Assignment: Beginning at the line containing "ring dip: (346, 302)", output every line to the end of the data below exactly as it appears.

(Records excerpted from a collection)
***
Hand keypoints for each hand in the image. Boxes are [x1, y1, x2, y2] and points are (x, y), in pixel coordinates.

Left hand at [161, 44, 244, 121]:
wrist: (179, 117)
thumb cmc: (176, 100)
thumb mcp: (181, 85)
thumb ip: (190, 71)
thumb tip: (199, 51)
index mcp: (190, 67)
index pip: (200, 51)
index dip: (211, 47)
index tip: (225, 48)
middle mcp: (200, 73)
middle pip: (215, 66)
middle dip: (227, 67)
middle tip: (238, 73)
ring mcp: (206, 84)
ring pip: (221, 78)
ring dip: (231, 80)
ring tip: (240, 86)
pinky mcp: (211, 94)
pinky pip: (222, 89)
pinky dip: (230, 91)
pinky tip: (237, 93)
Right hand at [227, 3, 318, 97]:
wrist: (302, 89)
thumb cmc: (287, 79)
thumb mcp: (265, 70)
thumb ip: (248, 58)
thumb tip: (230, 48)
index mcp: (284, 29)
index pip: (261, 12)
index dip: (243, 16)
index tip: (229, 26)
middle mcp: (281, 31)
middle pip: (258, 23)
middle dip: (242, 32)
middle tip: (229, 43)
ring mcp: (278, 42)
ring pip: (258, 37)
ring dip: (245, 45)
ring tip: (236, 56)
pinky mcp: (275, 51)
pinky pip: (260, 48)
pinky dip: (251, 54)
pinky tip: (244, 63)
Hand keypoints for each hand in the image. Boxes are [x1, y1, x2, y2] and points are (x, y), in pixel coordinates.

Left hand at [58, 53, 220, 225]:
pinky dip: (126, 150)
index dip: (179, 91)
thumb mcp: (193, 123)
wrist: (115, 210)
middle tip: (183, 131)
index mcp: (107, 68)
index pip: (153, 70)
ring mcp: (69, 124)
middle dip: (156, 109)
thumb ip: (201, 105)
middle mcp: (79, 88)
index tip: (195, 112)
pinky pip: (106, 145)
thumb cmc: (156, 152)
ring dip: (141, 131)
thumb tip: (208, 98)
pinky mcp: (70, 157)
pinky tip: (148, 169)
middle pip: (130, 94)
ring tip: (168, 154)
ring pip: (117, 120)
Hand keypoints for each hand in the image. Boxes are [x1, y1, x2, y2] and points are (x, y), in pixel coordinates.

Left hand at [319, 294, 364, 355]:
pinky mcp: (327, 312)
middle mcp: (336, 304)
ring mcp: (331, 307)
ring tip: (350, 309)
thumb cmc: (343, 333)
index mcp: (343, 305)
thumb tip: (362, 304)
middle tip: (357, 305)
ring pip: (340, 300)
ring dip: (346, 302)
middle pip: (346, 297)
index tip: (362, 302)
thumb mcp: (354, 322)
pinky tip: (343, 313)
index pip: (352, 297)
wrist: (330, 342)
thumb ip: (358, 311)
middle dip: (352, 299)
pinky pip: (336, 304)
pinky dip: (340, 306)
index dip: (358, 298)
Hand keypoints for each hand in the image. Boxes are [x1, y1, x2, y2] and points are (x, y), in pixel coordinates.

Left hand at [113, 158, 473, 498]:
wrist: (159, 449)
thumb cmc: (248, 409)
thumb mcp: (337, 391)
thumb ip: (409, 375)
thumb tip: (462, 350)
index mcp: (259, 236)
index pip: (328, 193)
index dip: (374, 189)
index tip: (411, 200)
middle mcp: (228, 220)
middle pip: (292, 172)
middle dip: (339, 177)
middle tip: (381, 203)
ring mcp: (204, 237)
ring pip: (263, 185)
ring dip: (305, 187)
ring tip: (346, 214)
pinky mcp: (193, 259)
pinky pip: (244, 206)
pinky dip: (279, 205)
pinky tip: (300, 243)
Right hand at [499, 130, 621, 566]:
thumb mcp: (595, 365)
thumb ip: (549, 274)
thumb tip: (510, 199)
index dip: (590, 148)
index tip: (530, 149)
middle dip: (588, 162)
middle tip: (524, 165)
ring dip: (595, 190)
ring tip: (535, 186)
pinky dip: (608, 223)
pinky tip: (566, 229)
***
Answer box:
ring dip: (346, 302)
middle pip: (346, 297)
index tip: (362, 302)
thumb mcp: (354, 322)
pinky tip: (343, 313)
index pip: (352, 297)
wrist: (330, 342)
thumb ip: (358, 311)
middle dip: (352, 299)
pinky pip: (336, 304)
pinky dip: (340, 306)
index dip: (358, 298)
Hand keypoints for each hand in the image. Boxes are [x1, y1, x2, y2] and points are (x, y), in pixel coordinates.

Left hand at [113, 158, 473, 498]:
wrist: (159, 449)
thumb cmc: (248, 409)
thumb mcp: (337, 391)
thumb ip: (409, 375)
thumb tip: (462, 350)
index mcp: (259, 236)
index pip: (328, 193)
index dip: (374, 189)
index tip: (411, 200)
middle mcp: (228, 220)
middle pip: (292, 172)
middle dip: (339, 177)
middle tip: (381, 203)
ring mcp: (204, 237)
ring pip: (263, 185)
ring dip: (305, 187)
ring tip: (346, 214)
pinky mcp: (193, 259)
pinky pip: (244, 206)
pinky dip: (279, 205)
pinky tip: (300, 243)
Right hand at [499, 130, 621, 566]:
thumb mcp: (595, 365)
thumb ip: (549, 274)
thumb tip: (510, 199)
index dip: (590, 148)
index tip: (530, 149)
middle dip: (588, 162)
middle tip: (524, 165)
ring dip: (595, 190)
ring tip: (535, 186)
pinky dip: (608, 223)
pinky tip: (566, 229)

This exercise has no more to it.